Ich würde dir gerne zustimmen, mir ging auch der Gedanke durch den Kopf, dass es sicher auch eine Frage der Bildung ist, aber das ist es nicht. Es gibt Männer, die studiert haben, und die hinterweltlerische Ansichten haben, wenn es um diese Fragen geht.
Außerdem wirken die patriarchalischen Strukturen subtiler, als man glaubt. Sie sind da (in den Köpfen), aber man bekommt sie nicht zu fassen.

LG Momo
Graeculus (69)
(13.01.15)
Dieser Kommentar ist nur für eingeloggte Benutzer lesbar.

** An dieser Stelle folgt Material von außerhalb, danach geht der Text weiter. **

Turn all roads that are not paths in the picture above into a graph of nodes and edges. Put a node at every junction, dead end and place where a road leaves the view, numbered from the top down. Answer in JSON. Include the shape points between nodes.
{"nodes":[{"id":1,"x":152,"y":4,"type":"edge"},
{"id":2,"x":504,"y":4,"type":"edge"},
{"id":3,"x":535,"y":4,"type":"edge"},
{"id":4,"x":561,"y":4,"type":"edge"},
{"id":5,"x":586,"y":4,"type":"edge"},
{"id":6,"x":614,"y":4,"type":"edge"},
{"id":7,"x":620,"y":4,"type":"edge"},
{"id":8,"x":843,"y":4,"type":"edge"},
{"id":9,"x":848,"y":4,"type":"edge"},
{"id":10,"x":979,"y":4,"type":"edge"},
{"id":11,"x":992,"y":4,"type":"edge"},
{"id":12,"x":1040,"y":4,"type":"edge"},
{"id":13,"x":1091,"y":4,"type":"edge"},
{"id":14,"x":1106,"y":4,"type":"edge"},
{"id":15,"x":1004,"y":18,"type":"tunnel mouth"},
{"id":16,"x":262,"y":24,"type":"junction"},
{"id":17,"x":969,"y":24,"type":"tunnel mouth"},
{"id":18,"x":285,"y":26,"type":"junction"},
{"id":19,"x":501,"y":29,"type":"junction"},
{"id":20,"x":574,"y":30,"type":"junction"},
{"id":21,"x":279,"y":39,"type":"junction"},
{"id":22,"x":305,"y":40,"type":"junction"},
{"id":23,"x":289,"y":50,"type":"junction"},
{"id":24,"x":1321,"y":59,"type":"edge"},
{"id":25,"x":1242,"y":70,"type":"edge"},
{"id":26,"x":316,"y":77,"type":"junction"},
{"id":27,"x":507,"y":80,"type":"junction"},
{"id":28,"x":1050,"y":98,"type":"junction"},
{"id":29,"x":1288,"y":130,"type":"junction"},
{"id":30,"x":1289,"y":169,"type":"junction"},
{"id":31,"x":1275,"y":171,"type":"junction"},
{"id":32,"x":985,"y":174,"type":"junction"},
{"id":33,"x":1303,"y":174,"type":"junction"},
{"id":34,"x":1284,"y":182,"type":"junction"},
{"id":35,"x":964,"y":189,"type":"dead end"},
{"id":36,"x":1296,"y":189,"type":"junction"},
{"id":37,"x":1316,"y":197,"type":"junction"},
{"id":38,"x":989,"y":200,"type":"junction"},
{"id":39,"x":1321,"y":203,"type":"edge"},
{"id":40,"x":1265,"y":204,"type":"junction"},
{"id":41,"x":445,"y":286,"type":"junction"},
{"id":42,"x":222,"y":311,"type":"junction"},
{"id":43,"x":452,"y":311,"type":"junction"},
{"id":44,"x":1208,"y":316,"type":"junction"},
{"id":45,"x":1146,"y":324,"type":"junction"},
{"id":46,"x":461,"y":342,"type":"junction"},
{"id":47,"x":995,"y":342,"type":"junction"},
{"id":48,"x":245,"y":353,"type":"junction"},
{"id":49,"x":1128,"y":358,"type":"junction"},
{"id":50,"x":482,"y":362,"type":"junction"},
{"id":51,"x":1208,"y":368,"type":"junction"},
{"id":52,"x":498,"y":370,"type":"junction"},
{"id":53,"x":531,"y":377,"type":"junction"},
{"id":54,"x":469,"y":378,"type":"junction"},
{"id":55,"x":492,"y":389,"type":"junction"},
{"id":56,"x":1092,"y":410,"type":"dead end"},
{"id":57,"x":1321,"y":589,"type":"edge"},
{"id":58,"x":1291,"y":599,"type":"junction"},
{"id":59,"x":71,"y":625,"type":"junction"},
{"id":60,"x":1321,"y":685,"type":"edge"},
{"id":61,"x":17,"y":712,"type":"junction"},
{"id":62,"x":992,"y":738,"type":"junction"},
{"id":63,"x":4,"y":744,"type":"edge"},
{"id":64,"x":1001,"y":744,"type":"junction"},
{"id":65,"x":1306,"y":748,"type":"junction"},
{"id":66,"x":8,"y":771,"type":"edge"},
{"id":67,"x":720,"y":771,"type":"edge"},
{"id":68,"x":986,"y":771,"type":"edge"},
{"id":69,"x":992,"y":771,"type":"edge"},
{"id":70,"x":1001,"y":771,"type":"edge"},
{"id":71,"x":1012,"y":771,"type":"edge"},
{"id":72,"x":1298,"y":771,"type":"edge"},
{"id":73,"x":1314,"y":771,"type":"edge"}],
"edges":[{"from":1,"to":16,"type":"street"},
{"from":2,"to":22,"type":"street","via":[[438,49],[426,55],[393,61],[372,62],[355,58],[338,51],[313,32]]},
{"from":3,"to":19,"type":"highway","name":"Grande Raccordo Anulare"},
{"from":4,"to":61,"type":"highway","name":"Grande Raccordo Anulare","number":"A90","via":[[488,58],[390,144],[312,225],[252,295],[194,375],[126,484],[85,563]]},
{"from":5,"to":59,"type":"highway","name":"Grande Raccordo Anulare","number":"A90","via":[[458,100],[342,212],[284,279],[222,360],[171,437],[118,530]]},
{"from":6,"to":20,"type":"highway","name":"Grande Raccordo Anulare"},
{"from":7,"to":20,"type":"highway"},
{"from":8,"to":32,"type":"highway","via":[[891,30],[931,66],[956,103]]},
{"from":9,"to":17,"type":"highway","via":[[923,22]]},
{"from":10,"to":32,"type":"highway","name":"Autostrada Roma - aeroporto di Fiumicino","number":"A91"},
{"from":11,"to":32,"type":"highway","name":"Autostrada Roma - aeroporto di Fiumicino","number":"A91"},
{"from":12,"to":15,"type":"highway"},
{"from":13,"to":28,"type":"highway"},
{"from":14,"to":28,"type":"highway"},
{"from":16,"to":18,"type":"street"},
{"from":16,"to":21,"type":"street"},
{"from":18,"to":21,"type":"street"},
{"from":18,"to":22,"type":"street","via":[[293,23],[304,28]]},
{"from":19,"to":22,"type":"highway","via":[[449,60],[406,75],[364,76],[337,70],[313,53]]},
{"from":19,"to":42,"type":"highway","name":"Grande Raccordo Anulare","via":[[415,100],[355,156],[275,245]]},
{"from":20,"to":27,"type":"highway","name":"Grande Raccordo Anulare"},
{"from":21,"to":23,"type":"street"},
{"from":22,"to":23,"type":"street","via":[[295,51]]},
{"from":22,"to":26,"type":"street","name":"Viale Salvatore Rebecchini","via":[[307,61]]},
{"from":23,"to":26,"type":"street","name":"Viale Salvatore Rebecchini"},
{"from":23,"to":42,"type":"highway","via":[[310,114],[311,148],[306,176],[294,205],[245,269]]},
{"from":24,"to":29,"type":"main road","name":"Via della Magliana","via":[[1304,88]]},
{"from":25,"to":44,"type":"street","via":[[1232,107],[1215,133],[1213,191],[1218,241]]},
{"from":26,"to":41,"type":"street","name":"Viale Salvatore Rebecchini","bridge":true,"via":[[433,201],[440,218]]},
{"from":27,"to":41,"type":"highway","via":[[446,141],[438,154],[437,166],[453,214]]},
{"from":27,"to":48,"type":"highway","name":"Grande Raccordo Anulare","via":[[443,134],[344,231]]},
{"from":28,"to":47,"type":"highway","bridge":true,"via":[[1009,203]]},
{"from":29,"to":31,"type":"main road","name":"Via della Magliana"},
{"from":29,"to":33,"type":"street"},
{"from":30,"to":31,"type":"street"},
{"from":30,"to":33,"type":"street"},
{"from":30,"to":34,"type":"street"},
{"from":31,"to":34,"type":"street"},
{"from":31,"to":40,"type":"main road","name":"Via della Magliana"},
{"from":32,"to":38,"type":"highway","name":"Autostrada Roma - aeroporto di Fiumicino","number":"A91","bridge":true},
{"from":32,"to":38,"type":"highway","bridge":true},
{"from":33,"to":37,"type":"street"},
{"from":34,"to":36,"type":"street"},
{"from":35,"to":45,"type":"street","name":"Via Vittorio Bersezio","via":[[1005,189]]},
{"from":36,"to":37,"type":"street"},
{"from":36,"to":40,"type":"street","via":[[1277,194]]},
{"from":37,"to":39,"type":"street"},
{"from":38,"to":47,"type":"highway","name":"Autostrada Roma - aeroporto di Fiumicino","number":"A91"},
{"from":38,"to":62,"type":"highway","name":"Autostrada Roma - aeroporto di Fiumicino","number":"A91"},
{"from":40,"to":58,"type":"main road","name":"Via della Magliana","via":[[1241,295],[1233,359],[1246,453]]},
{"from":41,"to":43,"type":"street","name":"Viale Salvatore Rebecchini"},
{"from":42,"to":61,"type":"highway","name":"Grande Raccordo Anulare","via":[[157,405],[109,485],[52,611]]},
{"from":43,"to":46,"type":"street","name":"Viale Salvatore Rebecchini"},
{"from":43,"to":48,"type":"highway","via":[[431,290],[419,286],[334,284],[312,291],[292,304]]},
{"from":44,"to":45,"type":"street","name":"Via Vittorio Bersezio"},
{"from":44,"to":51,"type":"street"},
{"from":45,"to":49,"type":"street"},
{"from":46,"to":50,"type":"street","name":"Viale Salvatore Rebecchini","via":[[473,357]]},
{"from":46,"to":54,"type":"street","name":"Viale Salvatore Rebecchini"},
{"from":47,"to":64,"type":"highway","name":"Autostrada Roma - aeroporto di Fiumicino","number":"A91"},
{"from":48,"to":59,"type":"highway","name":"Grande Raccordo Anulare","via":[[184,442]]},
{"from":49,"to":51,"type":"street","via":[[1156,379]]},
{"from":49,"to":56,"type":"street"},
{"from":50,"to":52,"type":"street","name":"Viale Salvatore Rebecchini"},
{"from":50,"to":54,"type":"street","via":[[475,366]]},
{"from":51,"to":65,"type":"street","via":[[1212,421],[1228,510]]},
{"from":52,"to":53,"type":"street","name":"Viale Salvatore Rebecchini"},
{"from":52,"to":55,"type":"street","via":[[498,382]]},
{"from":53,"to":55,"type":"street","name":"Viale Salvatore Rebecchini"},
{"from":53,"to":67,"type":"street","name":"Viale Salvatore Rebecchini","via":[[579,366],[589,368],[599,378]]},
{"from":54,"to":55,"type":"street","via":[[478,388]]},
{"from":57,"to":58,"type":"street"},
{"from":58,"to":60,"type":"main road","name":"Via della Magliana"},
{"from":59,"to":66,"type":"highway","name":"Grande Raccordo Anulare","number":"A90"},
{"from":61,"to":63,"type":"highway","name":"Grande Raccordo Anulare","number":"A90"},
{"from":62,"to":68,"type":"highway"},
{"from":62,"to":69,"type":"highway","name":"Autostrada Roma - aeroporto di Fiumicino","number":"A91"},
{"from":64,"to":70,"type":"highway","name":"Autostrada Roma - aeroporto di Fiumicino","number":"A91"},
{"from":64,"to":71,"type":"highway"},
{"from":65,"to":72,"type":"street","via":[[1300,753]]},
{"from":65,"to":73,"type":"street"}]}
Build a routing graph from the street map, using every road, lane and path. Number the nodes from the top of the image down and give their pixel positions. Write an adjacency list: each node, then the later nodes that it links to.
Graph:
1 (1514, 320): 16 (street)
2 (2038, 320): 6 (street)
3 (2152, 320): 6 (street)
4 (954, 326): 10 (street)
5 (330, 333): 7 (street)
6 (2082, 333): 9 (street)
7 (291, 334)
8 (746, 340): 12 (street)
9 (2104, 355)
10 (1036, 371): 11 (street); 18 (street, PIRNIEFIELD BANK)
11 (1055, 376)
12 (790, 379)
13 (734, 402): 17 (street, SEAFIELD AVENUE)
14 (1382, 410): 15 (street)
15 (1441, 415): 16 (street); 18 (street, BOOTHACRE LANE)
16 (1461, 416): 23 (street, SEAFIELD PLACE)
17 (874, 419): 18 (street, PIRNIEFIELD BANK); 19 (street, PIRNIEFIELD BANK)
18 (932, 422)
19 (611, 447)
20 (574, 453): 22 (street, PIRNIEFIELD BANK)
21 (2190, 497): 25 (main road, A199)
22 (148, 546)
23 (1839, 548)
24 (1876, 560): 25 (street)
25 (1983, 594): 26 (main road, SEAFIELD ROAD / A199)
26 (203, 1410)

 Momo meinte dazu am 16.01.15:
Ehre und Moral sind zwei Begriffe, mit denen ich gar nicht so viel anfangen kann. Ich fürchte – und das muss ich daraus schlussfolgern – dass mein Ehrgefühl nur rudimentär vorhanden ist, wenn überhaupt. Der Begriff spielt in meinem Leben keine Rolle.
Und bei der Moral verhält es sich ähnlich.
Die Wertevorstellungen, die man mit Ehre und Moral verknüpft, halte ich für schon ein wenig angestaubt. Sie scheinen irgendwie nicht mehr in die heutige Zeit zu passen.